-- Data follows --
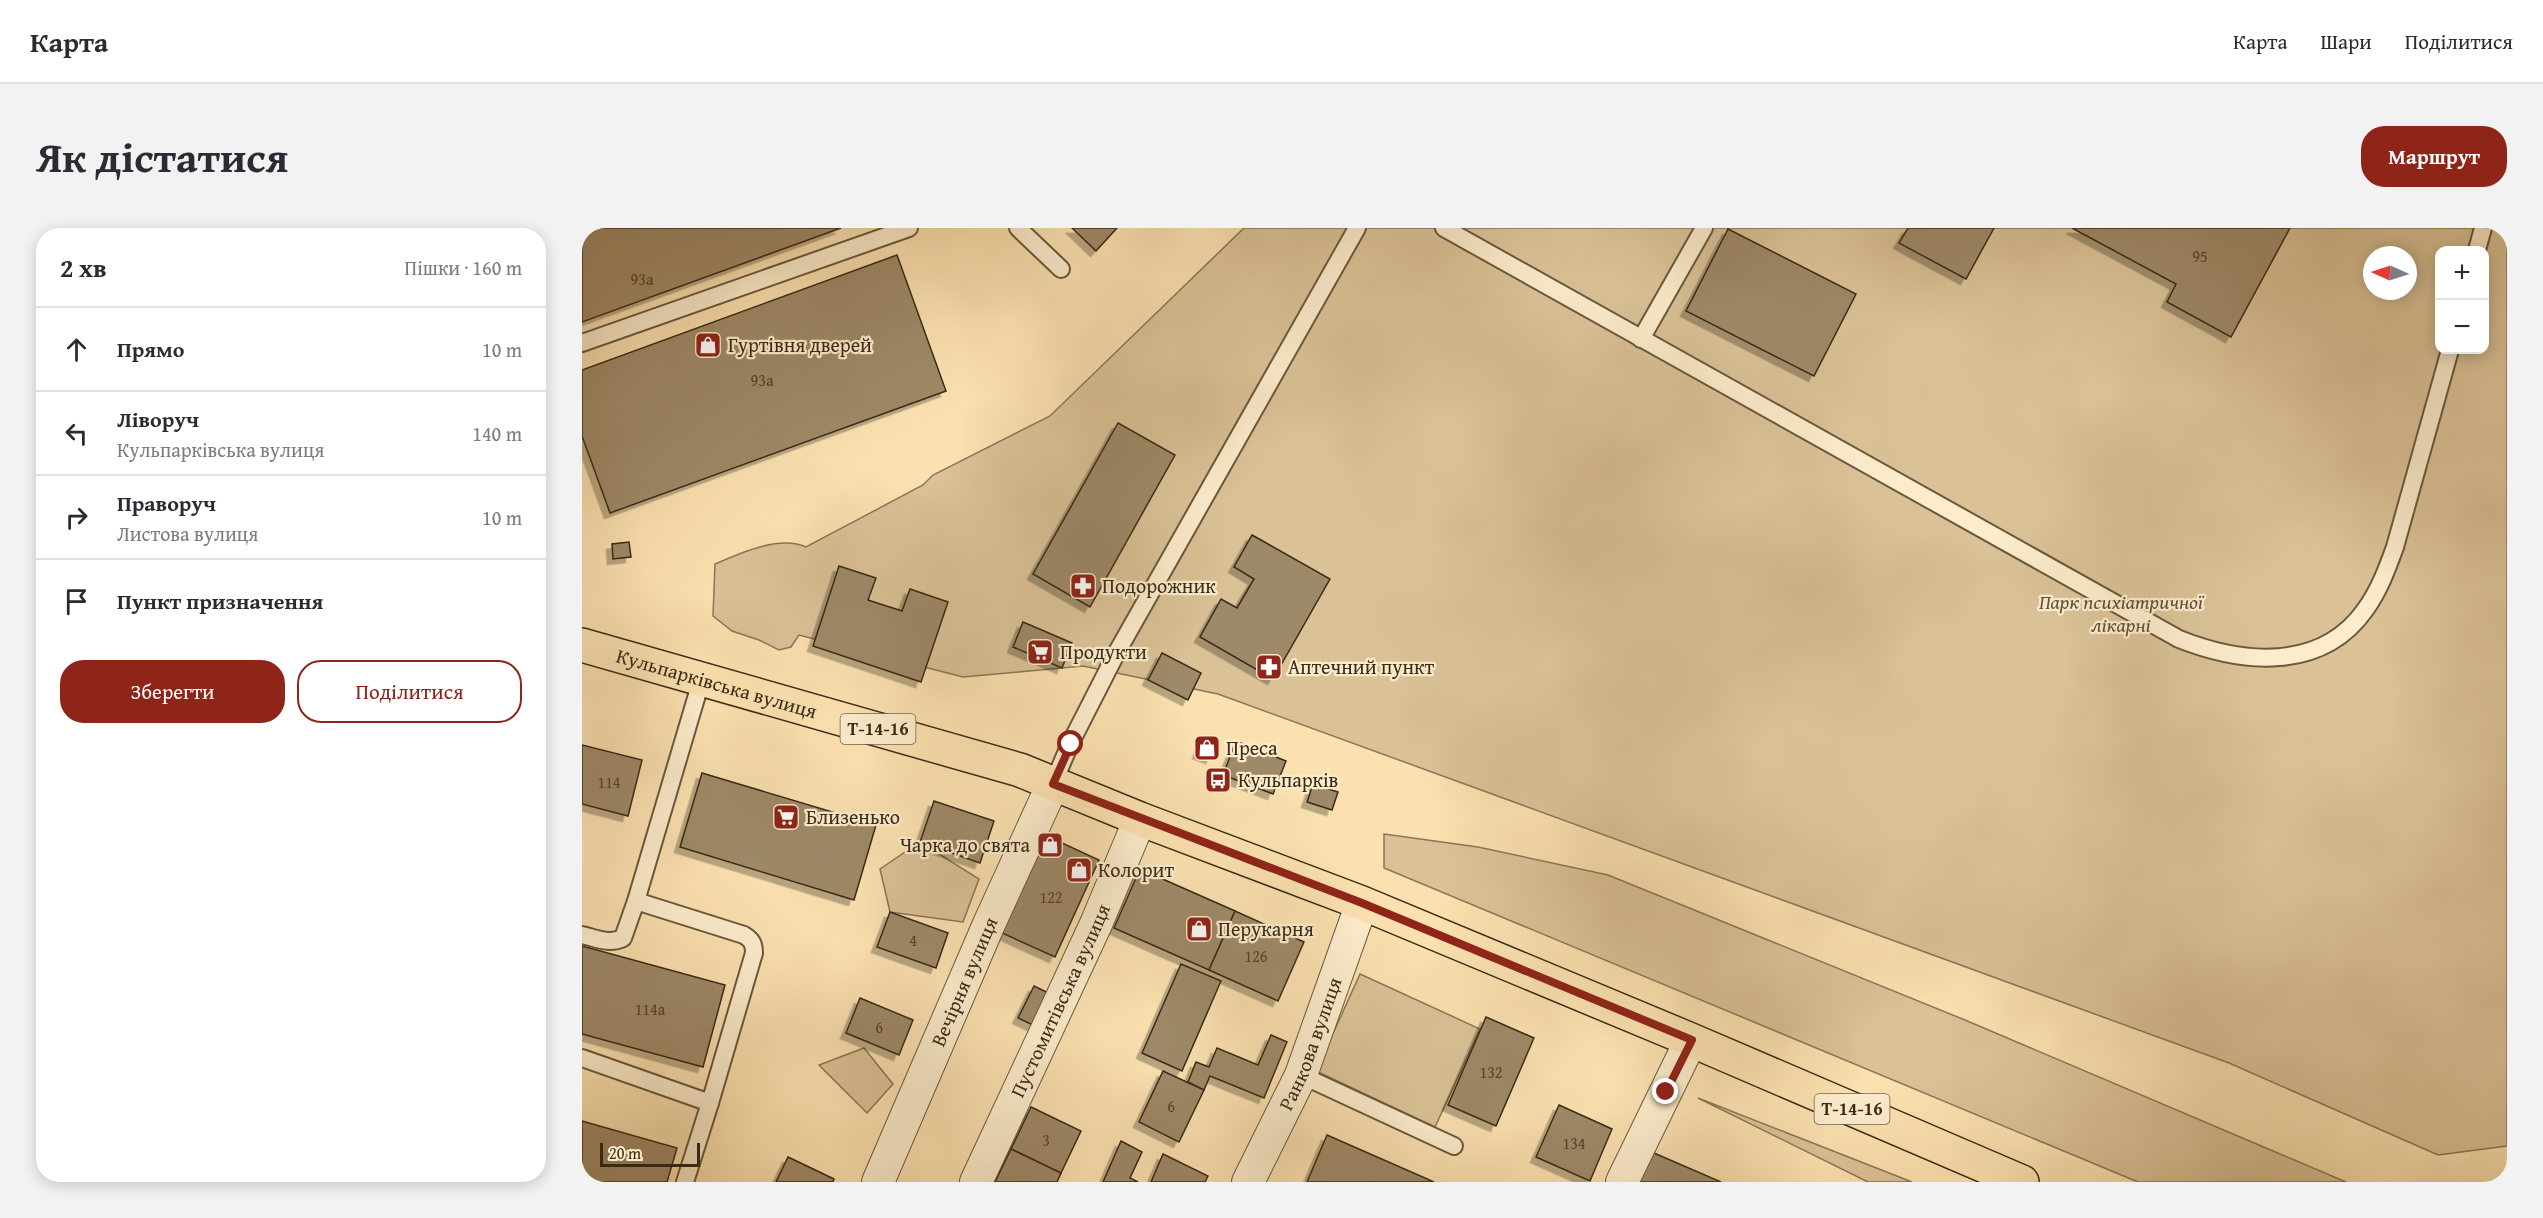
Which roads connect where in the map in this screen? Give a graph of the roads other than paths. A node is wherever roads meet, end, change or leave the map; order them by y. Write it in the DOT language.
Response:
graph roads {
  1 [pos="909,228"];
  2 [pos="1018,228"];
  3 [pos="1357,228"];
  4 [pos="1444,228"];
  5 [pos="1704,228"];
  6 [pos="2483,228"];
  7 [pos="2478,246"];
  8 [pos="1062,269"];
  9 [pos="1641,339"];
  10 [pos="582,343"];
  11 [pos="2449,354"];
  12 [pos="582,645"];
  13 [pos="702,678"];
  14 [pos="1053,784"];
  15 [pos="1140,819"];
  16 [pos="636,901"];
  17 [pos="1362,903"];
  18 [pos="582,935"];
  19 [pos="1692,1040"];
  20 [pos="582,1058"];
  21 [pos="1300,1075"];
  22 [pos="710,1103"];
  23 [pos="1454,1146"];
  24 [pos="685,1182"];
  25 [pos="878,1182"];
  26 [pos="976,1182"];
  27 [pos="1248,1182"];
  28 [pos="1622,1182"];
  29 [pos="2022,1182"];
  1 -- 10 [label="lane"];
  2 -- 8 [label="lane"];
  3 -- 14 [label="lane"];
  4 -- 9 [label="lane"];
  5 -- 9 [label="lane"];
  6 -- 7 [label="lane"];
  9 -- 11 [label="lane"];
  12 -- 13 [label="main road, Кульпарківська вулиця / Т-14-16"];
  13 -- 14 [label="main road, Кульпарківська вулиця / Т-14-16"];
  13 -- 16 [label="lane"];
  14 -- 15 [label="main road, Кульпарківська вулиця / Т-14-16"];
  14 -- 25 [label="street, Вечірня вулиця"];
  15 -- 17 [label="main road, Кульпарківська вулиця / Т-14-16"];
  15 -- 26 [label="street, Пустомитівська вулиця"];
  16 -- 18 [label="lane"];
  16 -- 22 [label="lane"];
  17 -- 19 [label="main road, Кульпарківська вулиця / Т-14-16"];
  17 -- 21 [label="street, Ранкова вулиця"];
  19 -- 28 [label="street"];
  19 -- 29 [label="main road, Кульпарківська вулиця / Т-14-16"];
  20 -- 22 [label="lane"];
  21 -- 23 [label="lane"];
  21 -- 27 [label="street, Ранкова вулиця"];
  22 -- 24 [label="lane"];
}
-- Data concluded --
-- Data follows --
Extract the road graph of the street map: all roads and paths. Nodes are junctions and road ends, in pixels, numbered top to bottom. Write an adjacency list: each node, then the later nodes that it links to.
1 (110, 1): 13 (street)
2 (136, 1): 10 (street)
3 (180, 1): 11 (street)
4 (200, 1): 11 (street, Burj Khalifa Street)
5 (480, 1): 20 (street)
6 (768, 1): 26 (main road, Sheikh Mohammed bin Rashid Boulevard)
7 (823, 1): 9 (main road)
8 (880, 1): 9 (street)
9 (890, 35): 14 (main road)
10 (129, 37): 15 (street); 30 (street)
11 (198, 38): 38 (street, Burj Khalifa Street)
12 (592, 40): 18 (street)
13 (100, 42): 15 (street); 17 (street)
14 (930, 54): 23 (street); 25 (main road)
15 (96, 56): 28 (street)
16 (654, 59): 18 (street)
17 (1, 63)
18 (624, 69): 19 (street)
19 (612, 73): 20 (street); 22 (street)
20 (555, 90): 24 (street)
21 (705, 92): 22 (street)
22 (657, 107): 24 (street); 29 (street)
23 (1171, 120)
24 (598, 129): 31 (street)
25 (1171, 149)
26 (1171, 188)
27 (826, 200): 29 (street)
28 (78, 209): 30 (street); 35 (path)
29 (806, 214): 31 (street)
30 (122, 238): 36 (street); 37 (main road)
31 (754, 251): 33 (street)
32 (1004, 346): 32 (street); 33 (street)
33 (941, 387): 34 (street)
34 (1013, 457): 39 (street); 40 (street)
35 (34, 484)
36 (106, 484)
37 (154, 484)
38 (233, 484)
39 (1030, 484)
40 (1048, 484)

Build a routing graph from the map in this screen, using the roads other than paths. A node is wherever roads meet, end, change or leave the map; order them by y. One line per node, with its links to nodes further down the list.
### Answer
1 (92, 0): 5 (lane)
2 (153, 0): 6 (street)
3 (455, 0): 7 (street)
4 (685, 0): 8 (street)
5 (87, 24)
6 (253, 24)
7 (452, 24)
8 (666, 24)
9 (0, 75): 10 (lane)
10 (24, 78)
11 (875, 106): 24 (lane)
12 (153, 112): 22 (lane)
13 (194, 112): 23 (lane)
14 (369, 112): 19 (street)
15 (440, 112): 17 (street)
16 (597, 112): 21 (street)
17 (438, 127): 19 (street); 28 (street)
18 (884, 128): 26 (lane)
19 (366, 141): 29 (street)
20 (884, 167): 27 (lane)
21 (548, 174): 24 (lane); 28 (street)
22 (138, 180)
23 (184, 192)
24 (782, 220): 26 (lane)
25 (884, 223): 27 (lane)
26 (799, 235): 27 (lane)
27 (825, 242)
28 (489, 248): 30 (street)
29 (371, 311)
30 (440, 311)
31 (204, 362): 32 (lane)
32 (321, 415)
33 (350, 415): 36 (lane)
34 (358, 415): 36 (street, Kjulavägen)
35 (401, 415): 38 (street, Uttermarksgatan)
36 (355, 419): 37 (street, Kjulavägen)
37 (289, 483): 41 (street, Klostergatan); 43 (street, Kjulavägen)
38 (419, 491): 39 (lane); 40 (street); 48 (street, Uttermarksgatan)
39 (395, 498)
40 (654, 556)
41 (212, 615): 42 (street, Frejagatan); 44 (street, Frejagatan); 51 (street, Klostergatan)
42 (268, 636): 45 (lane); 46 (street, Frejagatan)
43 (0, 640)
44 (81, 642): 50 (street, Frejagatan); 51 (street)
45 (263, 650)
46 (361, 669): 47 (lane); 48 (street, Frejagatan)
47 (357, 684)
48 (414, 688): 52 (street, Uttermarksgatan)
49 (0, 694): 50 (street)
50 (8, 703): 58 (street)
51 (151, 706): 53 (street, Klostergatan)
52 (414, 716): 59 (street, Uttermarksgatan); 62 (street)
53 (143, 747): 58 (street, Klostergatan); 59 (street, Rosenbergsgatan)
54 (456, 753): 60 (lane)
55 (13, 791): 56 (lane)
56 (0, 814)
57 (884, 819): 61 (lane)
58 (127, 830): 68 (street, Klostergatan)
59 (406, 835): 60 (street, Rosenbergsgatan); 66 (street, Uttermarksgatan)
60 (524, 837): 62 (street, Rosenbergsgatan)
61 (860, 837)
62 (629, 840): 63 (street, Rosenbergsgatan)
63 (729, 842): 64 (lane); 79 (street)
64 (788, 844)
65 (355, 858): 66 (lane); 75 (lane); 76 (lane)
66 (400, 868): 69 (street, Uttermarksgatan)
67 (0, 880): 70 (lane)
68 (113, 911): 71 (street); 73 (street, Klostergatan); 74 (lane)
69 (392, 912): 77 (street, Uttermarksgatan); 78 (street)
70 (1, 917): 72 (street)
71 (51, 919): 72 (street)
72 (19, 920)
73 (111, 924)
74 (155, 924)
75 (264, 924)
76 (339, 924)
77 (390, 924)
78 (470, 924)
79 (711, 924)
-- Data concluded --
What to produce
Show every line from the listing above in which the string "Rosenbergsgatan" appears.

Result for this exercise
53 (143, 747): 58 (street, Klostergatan); 59 (street, Rosenbergsgatan)
59 (406, 835): 60 (street, Rosenbergsgatan); 66 (street, Uttermarksgatan)
60 (524, 837): 62 (street, Rosenbergsgatan)
62 (629, 840): 63 (street, Rosenbergsgatan)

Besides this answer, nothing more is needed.